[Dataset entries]
--------------------

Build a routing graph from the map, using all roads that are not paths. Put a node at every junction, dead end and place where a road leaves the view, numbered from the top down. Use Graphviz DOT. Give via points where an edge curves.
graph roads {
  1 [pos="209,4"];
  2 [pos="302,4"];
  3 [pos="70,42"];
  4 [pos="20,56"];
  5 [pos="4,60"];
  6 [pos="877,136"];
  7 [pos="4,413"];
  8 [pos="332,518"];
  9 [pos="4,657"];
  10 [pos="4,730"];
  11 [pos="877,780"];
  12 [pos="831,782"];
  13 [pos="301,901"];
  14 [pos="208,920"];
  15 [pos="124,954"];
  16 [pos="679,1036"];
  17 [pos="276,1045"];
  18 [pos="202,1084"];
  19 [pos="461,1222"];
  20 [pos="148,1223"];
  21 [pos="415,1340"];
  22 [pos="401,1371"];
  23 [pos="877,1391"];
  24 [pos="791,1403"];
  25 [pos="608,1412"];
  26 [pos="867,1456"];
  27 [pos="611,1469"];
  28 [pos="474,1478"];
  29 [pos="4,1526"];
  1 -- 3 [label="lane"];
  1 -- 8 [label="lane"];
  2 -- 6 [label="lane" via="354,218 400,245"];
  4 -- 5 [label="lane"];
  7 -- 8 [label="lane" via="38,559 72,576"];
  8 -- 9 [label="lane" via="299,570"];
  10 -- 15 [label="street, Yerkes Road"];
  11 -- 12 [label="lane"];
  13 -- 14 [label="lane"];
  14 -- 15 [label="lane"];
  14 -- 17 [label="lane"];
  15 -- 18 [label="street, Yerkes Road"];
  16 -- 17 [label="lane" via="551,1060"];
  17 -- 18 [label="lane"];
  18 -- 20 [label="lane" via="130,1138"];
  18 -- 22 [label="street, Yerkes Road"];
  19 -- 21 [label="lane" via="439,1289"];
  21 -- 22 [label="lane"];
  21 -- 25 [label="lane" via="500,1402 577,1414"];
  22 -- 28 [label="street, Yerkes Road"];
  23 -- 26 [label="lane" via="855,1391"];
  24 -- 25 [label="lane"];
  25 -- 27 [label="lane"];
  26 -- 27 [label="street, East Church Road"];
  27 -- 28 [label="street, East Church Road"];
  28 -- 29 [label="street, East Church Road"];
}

--------------------

__WHAT IS EXPECTED__: Copy out every record again, letter for letter.

__RESPONSE__:
Build a routing graph from the map, using all roads that are not paths. Put a node at every junction, dead end and place where a road leaves the view, numbered from the top down. Use Graphviz DOT. Give via points where an edge curves.
graph roads {
  1 [pos="209,4"];
  2 [pos="302,4"];
  3 [pos="70,42"];
  4 [pos="20,56"];
  5 [pos="4,60"];
  6 [pos="877,136"];
  7 [pos="4,413"];
  8 [pos="332,518"];
  9 [pos="4,657"];
  10 [pos="4,730"];
  11 [pos="877,780"];
  12 [pos="831,782"];
  13 [pos="301,901"];
  14 [pos="208,920"];
  15 [pos="124,954"];
  16 [pos="679,1036"];
  17 [pos="276,1045"];
  18 [pos="202,1084"];
  19 [pos="461,1222"];
  20 [pos="148,1223"];
  21 [pos="415,1340"];
  22 [pos="401,1371"];
  23 [pos="877,1391"];
  24 [pos="791,1403"];
  25 [pos="608,1412"];
  26 [pos="867,1456"];
  27 [pos="611,1469"];
  28 [pos="474,1478"];
  29 [pos="4,1526"];
  1 -- 3 [label="lane"];
  1 -- 8 [label="lane"];
  2 -- 6 [label="lane" via="354,218 400,245"];
  4 -- 5 [label="lane"];
  7 -- 8 [label="lane" via="38,559 72,576"];
  8 -- 9 [label="lane" via="299,570"];
  10 -- 15 [label="street, Yerkes Road"];
  11 -- 12 [label="lane"];
  13 -- 14 [label="lane"];
  14 -- 15 [label="lane"];
  14 -- 17 [label="lane"];
  15 -- 18 [label="street, Yerkes Road"];
  16 -- 17 [label="lane" via="551,1060"];
  17 -- 18 [label="lane"];
  18 -- 20 [label="lane" via="130,1138"];
  18 -- 22 [label="street, Yerkes Road"];
  19 -- 21 [label="lane" via="439,1289"];
  21 -- 22 [label="lane"];
  21 -- 25 [label="lane" via="500,1402 577,1414"];
  22 -- 28 [label="street, Yerkes Road"];
  23 -- 26 [label="lane" via="855,1391"];
  24 -- 25 [label="lane"];
  25 -- 27 [label="lane"];
  26 -- 27 [label="street, East Church Road"];
  27 -- 28 [label="street, East Church Road"];
  28 -- 29 [label="street, East Church Road"];
}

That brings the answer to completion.